- _WORK INSTRUCTION_: Set out exactly every line of the entries below, starting at the line that holds "middle mcp: (409, 376)" and stopping after the line that holds "index tip: (511, 331)".

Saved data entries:

-- -- --

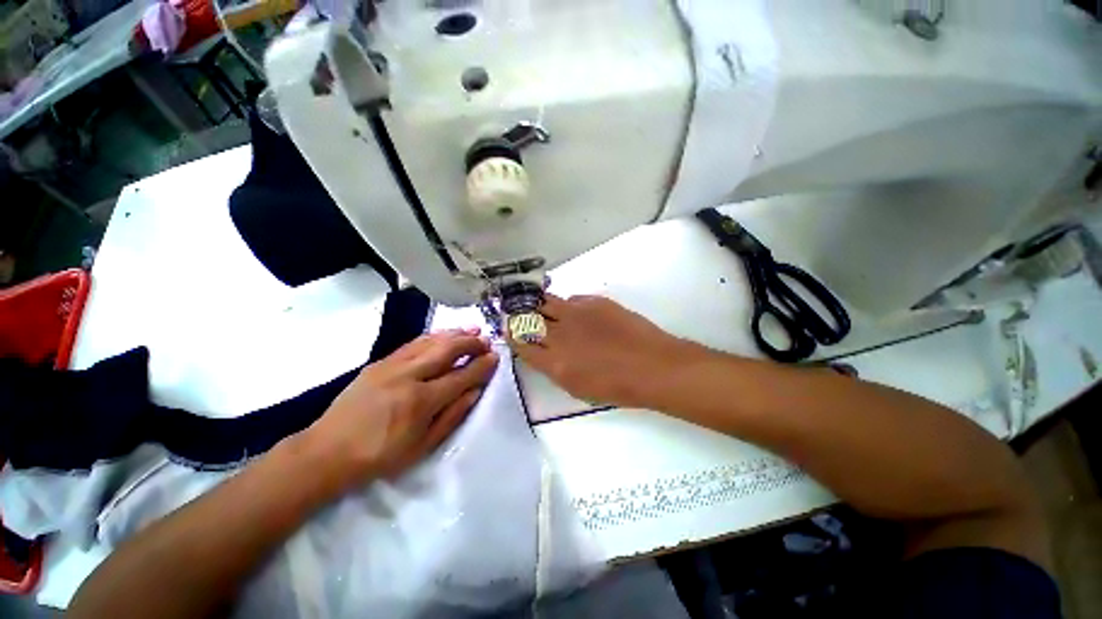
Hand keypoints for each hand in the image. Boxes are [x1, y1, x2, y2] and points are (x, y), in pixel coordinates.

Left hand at [306, 329, 498, 485]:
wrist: (326, 452)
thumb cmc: (380, 456)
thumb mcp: (422, 447)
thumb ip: (453, 416)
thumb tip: (475, 391)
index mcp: (421, 401)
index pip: (462, 376)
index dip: (482, 365)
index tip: (495, 357)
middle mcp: (409, 376)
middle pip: (447, 350)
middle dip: (471, 343)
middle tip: (486, 340)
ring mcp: (392, 365)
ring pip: (431, 341)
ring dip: (454, 334)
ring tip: (472, 330)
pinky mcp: (380, 362)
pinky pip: (413, 342)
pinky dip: (433, 335)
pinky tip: (443, 334)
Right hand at [510, 295, 695, 407]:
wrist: (652, 365)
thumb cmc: (617, 386)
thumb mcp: (577, 387)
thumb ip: (553, 367)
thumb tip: (541, 350)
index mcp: (555, 362)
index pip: (520, 343)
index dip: (513, 335)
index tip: (511, 331)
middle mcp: (560, 333)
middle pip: (527, 317)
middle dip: (520, 316)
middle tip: (521, 315)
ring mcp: (576, 313)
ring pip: (546, 301)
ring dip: (540, 305)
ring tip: (543, 309)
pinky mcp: (594, 301)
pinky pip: (571, 299)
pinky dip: (568, 306)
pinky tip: (576, 313)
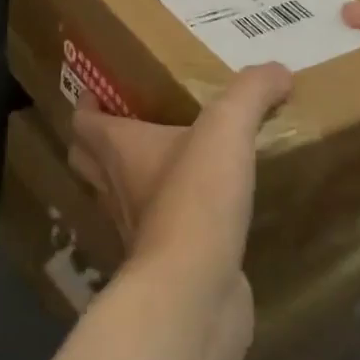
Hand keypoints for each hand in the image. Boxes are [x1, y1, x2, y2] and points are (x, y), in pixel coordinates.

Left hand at [66, 65, 292, 299]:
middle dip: (98, 141)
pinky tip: (196, 211)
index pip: (83, 121)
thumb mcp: (227, 130)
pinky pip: (153, 231)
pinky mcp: (160, 262)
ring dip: (128, 179)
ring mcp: (134, 229)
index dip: (87, 104)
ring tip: (163, 162)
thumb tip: (277, 69)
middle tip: (129, 122)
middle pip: (87, 159)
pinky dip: (164, 217)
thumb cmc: (195, 198)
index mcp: (117, 149)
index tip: (99, 90)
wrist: (194, 291)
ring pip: (116, 196)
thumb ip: (250, 94)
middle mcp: (115, 187)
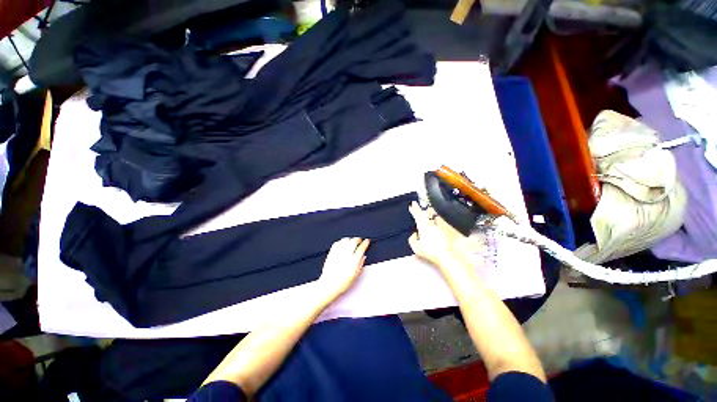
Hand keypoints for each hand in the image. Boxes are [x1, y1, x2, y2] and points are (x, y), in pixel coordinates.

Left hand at [317, 237, 369, 297]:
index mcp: (354, 261)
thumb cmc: (342, 283)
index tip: (367, 241)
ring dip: (350, 239)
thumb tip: (363, 257)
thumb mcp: (355, 275)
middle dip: (358, 239)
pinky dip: (341, 241)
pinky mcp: (331, 253)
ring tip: (351, 241)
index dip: (365, 243)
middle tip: (360, 240)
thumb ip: (360, 264)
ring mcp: (338, 253)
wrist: (329, 285)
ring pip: (346, 240)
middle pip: (354, 241)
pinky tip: (342, 243)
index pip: (362, 247)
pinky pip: (337, 243)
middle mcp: (346, 255)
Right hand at [407, 202, 469, 269]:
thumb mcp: (416, 247)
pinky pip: (442, 222)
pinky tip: (438, 225)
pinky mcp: (450, 228)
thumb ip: (412, 239)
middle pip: (427, 212)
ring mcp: (443, 224)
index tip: (412, 204)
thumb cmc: (432, 251)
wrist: (451, 255)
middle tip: (420, 207)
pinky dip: (439, 222)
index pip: (417, 212)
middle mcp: (433, 221)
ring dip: (431, 214)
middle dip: (423, 209)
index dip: (414, 208)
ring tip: (429, 214)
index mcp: (423, 224)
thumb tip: (414, 235)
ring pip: (435, 215)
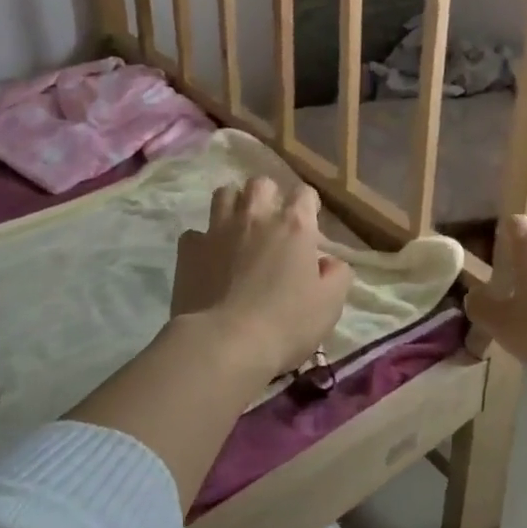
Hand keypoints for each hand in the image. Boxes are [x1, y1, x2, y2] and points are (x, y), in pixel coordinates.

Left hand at [171, 177, 353, 377]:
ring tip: (238, 228)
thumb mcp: (330, 304)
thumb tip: (329, 262)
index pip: (304, 193)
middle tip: (271, 223)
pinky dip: (203, 241)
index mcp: (294, 225)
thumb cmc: (286, 323)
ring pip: (224, 194)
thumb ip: (337, 275)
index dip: (308, 205)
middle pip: (261, 183)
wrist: (225, 343)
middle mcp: (256, 216)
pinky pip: (195, 233)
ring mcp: (218, 229)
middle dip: (268, 196)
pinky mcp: (189, 249)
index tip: (308, 225)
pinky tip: (208, 259)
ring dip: (234, 205)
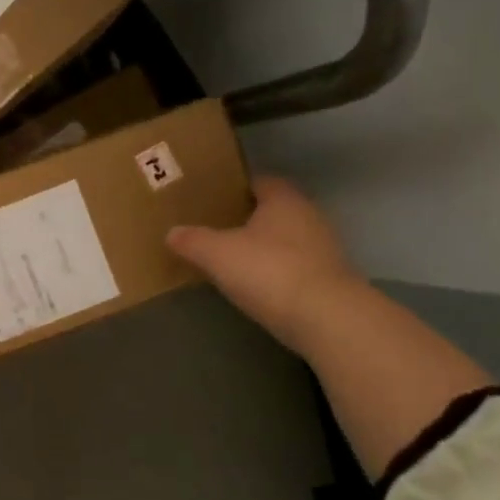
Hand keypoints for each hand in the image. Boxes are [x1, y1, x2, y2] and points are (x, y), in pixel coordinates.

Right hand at [166, 176, 362, 349]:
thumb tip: (172, 232)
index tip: (213, 199)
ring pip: (285, 239)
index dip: (236, 188)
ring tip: (231, 258)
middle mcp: (308, 216)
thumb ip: (192, 240)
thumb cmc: (268, 271)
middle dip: (248, 218)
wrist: (326, 319)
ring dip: (263, 247)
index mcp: (283, 199)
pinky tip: (255, 284)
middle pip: (274, 210)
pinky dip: (275, 271)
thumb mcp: (216, 254)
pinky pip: (294, 266)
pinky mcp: (328, 279)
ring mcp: (323, 249)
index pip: (260, 181)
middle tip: (215, 228)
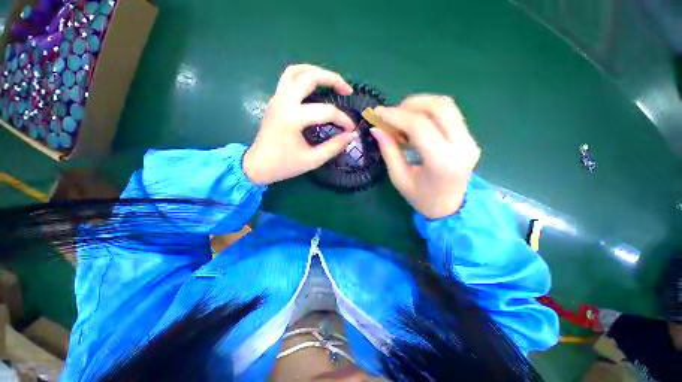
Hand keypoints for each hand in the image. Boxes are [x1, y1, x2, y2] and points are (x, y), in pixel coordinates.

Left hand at [243, 64, 357, 184]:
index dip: (343, 120)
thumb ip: (334, 147)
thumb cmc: (284, 165)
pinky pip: (289, 78)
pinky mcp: (275, 100)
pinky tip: (315, 87)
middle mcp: (284, 102)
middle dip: (333, 79)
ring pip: (296, 71)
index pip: (326, 112)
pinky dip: (305, 77)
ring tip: (332, 82)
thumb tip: (351, 135)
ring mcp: (277, 98)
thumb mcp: (312, 160)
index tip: (351, 129)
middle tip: (347, 90)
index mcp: (293, 118)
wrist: (257, 165)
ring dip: (317, 72)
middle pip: (310, 76)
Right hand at [370, 95, 480, 218]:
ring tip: (401, 117)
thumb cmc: (421, 198)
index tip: (377, 113)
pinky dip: (428, 111)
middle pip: (437, 107)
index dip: (395, 116)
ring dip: (420, 105)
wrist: (449, 207)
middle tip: (390, 115)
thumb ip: (389, 151)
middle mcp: (462, 145)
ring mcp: (469, 139)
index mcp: (442, 160)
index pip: (419, 126)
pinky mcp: (469, 137)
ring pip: (446, 105)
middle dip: (409, 105)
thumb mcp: (399, 178)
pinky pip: (449, 113)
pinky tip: (414, 122)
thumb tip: (376, 128)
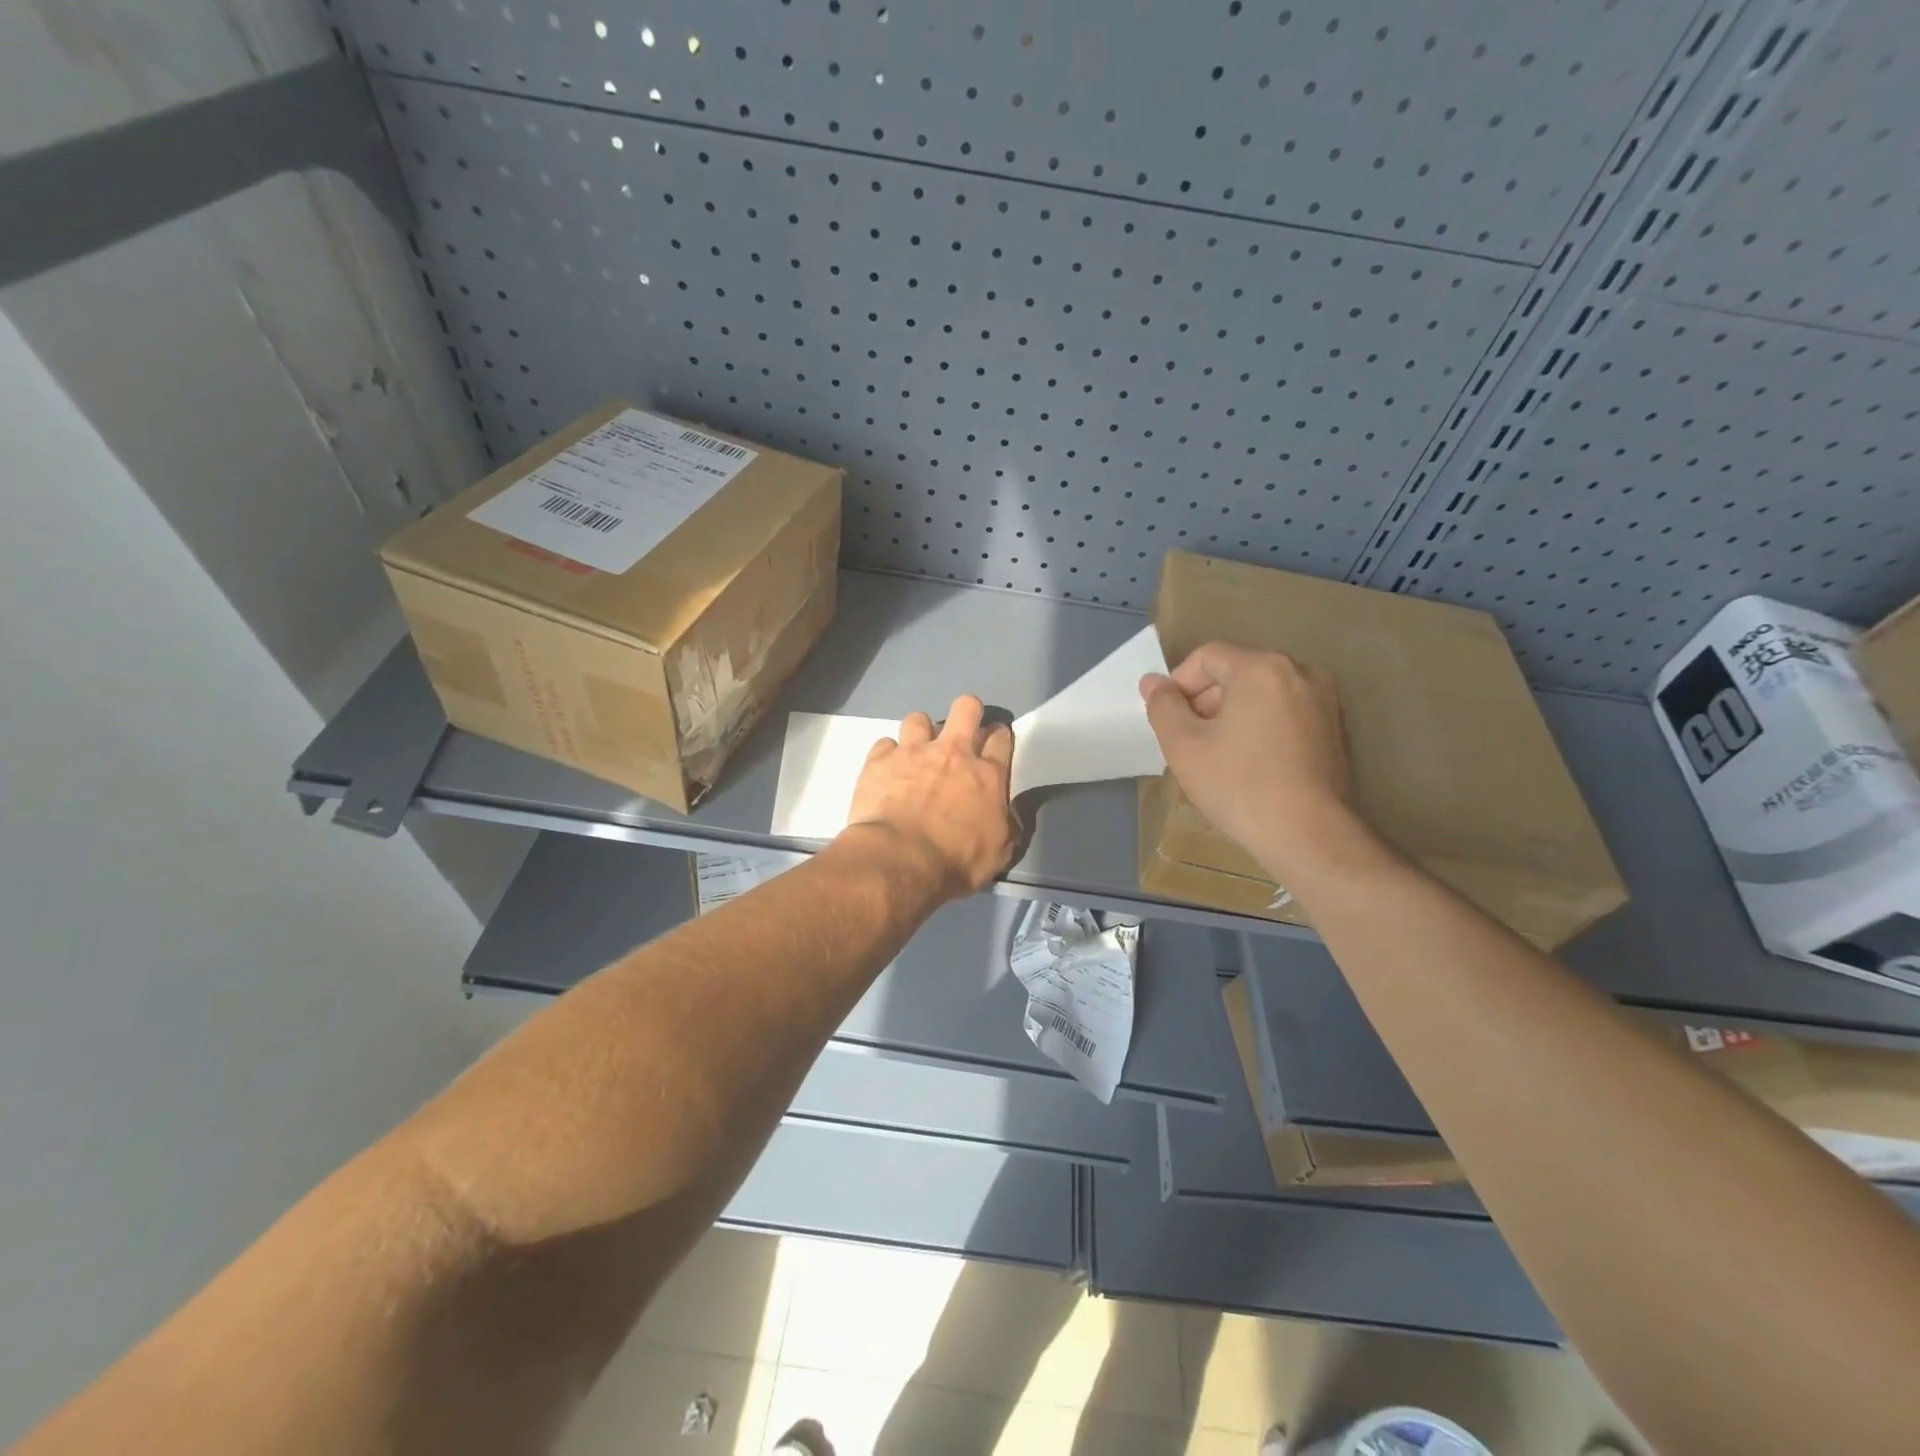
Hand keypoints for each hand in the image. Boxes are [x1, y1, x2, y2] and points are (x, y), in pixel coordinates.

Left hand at [843, 695, 1019, 897]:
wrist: (900, 860)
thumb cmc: (956, 861)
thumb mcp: (1000, 852)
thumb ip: (1009, 824)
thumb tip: (1010, 812)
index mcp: (987, 774)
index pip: (1000, 737)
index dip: (999, 735)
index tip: (994, 742)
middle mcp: (952, 753)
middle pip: (965, 708)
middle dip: (968, 711)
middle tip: (963, 728)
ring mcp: (912, 752)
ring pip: (919, 719)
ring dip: (921, 732)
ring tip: (916, 751)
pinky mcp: (879, 760)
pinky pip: (885, 744)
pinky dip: (888, 755)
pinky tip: (887, 770)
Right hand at [1140, 643, 1358, 881]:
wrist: (1310, 836)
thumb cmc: (1240, 785)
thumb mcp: (1184, 746)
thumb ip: (1163, 706)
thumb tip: (1153, 683)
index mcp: (1263, 668)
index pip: (1206, 656)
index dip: (1179, 685)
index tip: (1170, 722)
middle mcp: (1300, 672)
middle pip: (1236, 671)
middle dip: (1206, 700)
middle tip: (1191, 742)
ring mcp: (1324, 700)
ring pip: (1261, 693)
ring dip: (1232, 715)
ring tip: (1219, 756)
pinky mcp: (1335, 728)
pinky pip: (1284, 712)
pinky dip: (1261, 727)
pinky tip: (1251, 765)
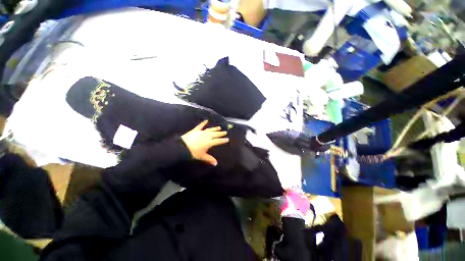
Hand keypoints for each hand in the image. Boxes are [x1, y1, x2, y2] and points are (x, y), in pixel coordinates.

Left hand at [181, 120, 228, 165]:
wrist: (183, 146)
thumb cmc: (194, 152)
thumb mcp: (202, 156)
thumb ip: (209, 159)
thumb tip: (216, 164)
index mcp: (210, 142)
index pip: (218, 141)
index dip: (223, 140)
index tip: (227, 139)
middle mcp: (207, 136)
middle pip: (216, 134)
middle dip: (221, 133)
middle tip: (225, 132)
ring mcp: (202, 132)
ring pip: (210, 130)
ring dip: (215, 128)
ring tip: (219, 127)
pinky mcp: (196, 130)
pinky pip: (200, 125)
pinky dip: (203, 123)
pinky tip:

-- -- --

- _SOLUTION BELOW_:
middle mcp: (409, 376)
middle pip: (447, 350)
middle dip: (471, 343)
middle tip: (486, 340)
ring mcp: (392, 365)
ring pip: (431, 341)
ring dip: (454, 334)
ring tip: (472, 330)
pinky mcp: (380, 362)
pinky pip: (413, 342)
pinky dip: (433, 335)
pinky tip: (443, 334)
Right hand at [510, 295, 695, 407]:
wrist: (652, 365)
thumb cmc: (617, 386)
thumb mcp: (577, 387)
thumb ip: (553, 367)
thumb tip: (541, 350)
index mcp: (555, 362)
index pip: (520, 343)
index dip: (513, 335)
index tip: (511, 331)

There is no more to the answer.